First, we will create a function which will compare the string by taking two string as the parameter and will return weather the first string which represents a number is smaller as compare to another string not in the dictionary order but in the numeric order.
We will create another function and in that function we are going to pass the given array and will sort it by using the STL sort function with the comparison function created above.
After sorting the first string will represent the smallest number and the last string will represent the largest number and we will print both of them.
Example
#include <bits/stdc++.h>
using namespace std;
// comparision function
bool cmp(string& a, string& b){
if(a.size() == b.size()){
return a < b;
} else {
return a.size() < b.size();
}
}
void getValue(vector<string> arr){
int len = arr.size(); // getting size of the array
// sorting the given array
sort(arr.begin(), arr.end(), cmp);
// first element is the smallest
cout<<"The smallest element in the given array is: " << arr[0]<<endl;
// last element is the largest
cout<<"The largest element in the given array is: " << arr[len-1]<<endl;
}
int main(){
// given array
vector<string> arr = { "2", "3", "12", "23", "22", "0", "7"};
// calling to the required function
getValue(arr);
return 0;
}
Output
The smallest element in the given array is: 0 The largest element in the given array is: 23
Time and Space Complexity
The time complexity of the above code is O(N*M*log(N)), where N is the number of the given elements in the array, M is the maximum size of the given numbers and logarithmic factor is due to the sorting.
The space complexity of the above code is O(1) or constant, as we are not using any extra space in the above code.
Comparison Approach
In this approach, we are going to maintain two variables both will contains the first element of the given array and we will compare both the variables with the each element of the given array to get the smallest and the largest number among the given numbers.
We will create a function for the comparison of the numbers present in the from of the strings with each other by using the comparison function we have used in the previous code for the comparison.

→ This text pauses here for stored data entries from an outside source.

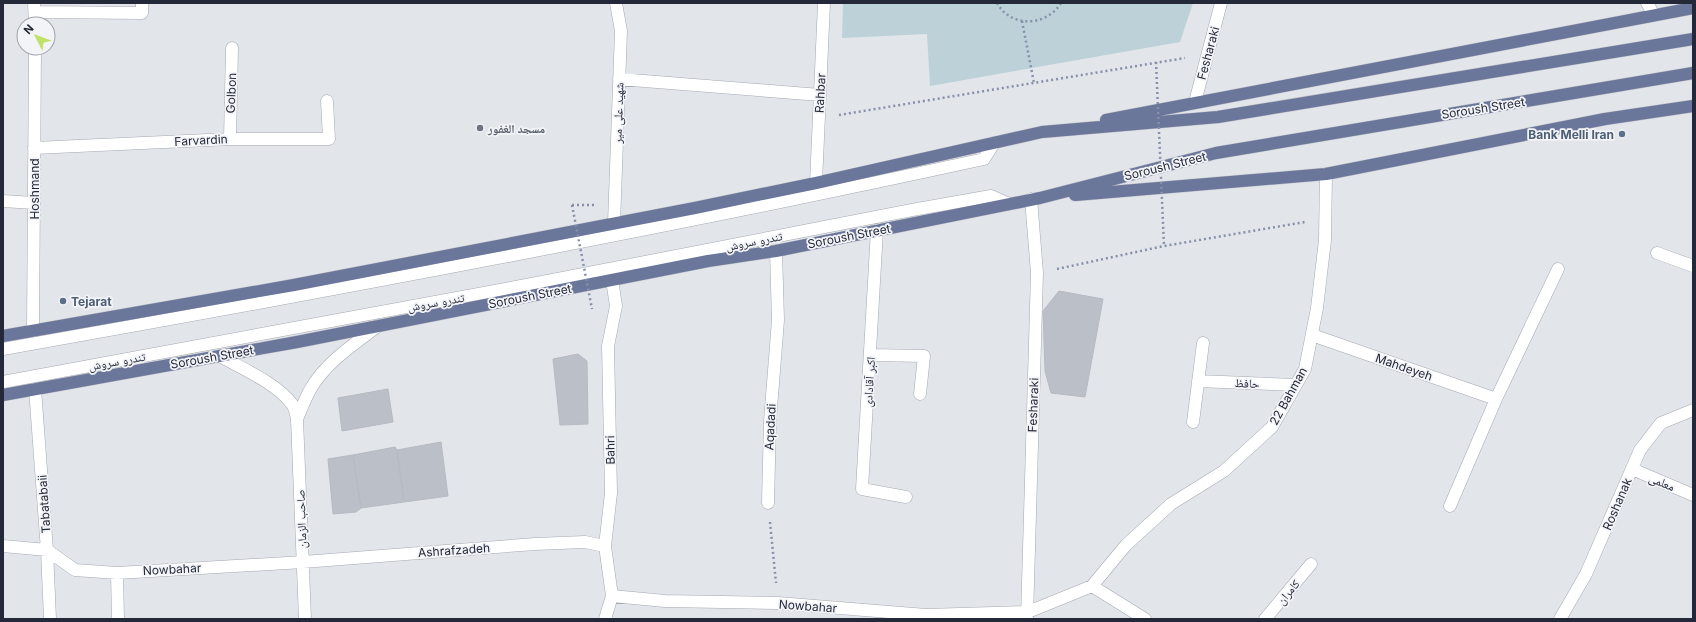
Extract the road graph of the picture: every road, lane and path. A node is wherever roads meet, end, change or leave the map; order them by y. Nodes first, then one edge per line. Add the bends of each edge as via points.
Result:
1 (142, 3) edge
2 (616, 3) edge
3 (824, 3) edge
4 (997, 3) edge
5 (1061, 3) edge
6 (1221, 3) edge
7 (1647, 3) edge
8 (1693, 8) edge
9 (35, 13) edge
10 (1654, 15) junction
11 (1022, 21) junction
12 (1693, 39) edge
13 (232, 48) dead end
14 (1208, 55) junction
15 (35, 56) edge
16 (1156, 62) junction
17 (1693, 73) edge
18 (619, 79) junction
19 (1034, 83) junction
20 (820, 95) junction
21 (327, 101) dead end
22 (1195, 102) junction
23 (1693, 106) edge
24 (819, 119) junction
25 (1042, 132) junction
26 (230, 138) junction
27 (994, 143) junction
28 (34, 148) junction
29 (1326, 174) junction
30 (816, 183) junction
31 (1035, 199) junction
32 (3, 201) edge
33 (34, 203) junction
34 (1009, 204) junction
35 (595, 205) dead end
36 (1326, 218) junction
37 (614, 223) junction
38 (877, 230) junction
39 (1164, 246) junction
40 (776, 251) junction
41 (1657, 253) dead end
42 (1693, 266) edge
43 (1558, 269) dead end
44 (1037, 273) junction
45 (612, 280) junction
46 (592, 309) dead end
47 (378, 326) junction
48 (33, 331) junction
49 (1312, 335) junction
50 (3, 336) edge
51 (1203, 343) dead end
52 (3, 349) edge
53 (870, 355) junction
54 (220, 356) junction
55 (1198, 381) junction
56 (3, 382) edge
57 (1296, 386) junction
58 (35, 389) junction
59 (920, 394) dead end
60 (3, 395) edge
61 (1496, 399) junction
62 (1693, 410) edge
63 (297, 418) junction
64 (1193, 422) dead end
65 (1632, 469) junction
66 (1693, 495) edge
67 (906, 497) dead end
68 (768, 503) joint
69 (1450, 506) dead end
70 (3, 546) edge
71 (605, 546) junction
72 (47, 550) junction
73 (302, 562) junction
74 (1311, 564) dead end
75 (117, 573) junction
76 (1092, 586) junction
77 (612, 596) junction
78 (778, 603) junction
79 (1027, 615) edge
80 (926, 617) edge
81 (50, 619) edge
82 (118, 619) edge
83 (305, 619) edge
84 (605, 619) edge
85 (1145, 619) edge
86 (1264, 619) edge
87 (1560, 619) edge

1 - 9 street via 142,13
2 - 18 street, شهید علی میر via 620,31
3 - 20 street, Rahbar
4 - 11 path via 1010,17
5 - 11 path via 1047,18 1035,22
6 - 14 street, Fesharaki
7 - 10 street
8 - 10 main road
10 - 22 main road
11 - 19 path
12 - 25 main road via 1218,116
13 - 26 street, Golbon
14 - 16 path
14 - 22 street, Fesharaki
15 - 28 street, Hoshmand
16 - 19 path
16 - 39 path, bridge
17 - 31 main road, Soroush Street via 1216,153
18 - 20 street
18 - 37 street, شهید علی میر
19 - 24 path
20 - 24 street, Rahbar
21 - 26 street, Farvardin via 329,139
22 - 25 main road
23 - 29 main road via 1605,119
24 - 30 street, Rahbar
25 - 27 main road
26 - 28 street, Farvardin
27 - 30 main road
27 - 52 street via 984,159 812,197 196,315
28 - 33 street, Hoshmand
29 - 31 main road
29 - 36 street, 22 Bahman
30 - 37 main road
31 - 34 main road, Soroush Street
31 - 44 street, Fesharaki
32 - 33 street
33 - 48 street, Hoshmand
34 - 38 main road, Soroush Street
34 - 56 street, تندرو سروش via 991,196
35 - 46 path, bridge via 572,205
36 - 39 path
36 - 49 street, 22 Bahman
37 - 48 main road via 294,285
38 - 40 main road, Soroush Street
38 - 53 street, اکبر آقادادی
39 - 44 path
40 - 45 main road, Soroush Street
40 - 68 street, Aqadadi via 778,320 770,421
41 - 42 street
43 - 61 street
44 - 79 street, Fesharaki
45 - 47 main road, Soroush Street
45 - 71 street, Bahri via 616,306 608,346 611,492
47 - 54 main road, Soroush Street
47 - 63 street, صاحب الزمان via 347,350 320,376 310,390
48 - 50 main road
49 - 57 street, 22 Bahman via 1305,369
49 - 61 street, Mahdeyeh
51 - 55 street
53 - 59 street via 924,356
53 - 67 street, اکبر آقادادی via 862,489
54 - 58 main road, Soroush Street
54 - 63 street, صاحب الزمان via 283,394 293,405
55 - 57 street, حافظ
55 - 64 street
57 - 76 street, 22 Bahman via 1272,427 1224,471 1171,504 1126,545
58 - 60 main road, Soroush Street
58 - 72 street, Tabatabaii
61 - 69 street
62 - 65 street, Roshanak via 1661,423 1640,450
63 - 73 street, صاحب الزمان
65 - 66 street, معلمی
65 - 87 street, Roshanak via 1586,574
68 - 78 path
70 - 72 street
71 - 73 street, Ashrafzadeh via 585,542 535,544
71 - 77 street, Bahri
72 - 75 street, Nowbahar via 75,570
72 - 81 street, Tabatabaii
73 - 75 street, Nowbahar
73 - 83 street, صاحب الزمان
74 - 86 street, کامران
75 - 82 street
76 - 79 street
76 - 85 street
77 - 78 street, Nowbahar via 666,601
77 - 84 street, Bahri
78 - 80 street, Nowbahar
79 - 80 street, Nowbahar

By traversing over the array we will get the required string and print them at the end in the same function.
Example
#include <bits/stdc++.h>
using namespace std;
// comparision function
bool isSmall(string& a, string& b){
if(a.size() == b.size()){
return a < b;
} else {
return a.size() < b.size();
}
}
void getValue(vector<string> arr){
int len = arr.size(); // getting size of the array
// variable to store the current smallest number
string cur = arr[0];
// traversing over the array
for(int i=1; i<len; i++){
if(isSmall(cur, arr[i]) == false){
cur = arr[i];
}
}
// printing the smallest element in the given array
cout<<"The smallest element in the given array is: " << cur<<endl;
// updating the value of cur to first
// now it will store the largest value
cur = arr[0];
// traversing over the array
for(int i=1; i<len; i++){
if(isSmall(cur, arr[i])){
cur = arr[i];
}
}
// printing the largest element in the given array
cout<<"The largest element in the given array is: " << cur <<endl;
}
int main(){
// given array
vector<string> arr = { "2", "3", "12", "23", "22", "0", "7"};
// calling to the required function
getValue(arr);
return 0;
}
Output
The smallest element in the given array is: 0 The largest element in the given array is: 23
Time and Space Complexity
We are traversing over the array only twice or linearly and for each comparison we are getting the more linear time so the time complexity will be O(N*M), where N is the size of the given array and M is the size of the largest number.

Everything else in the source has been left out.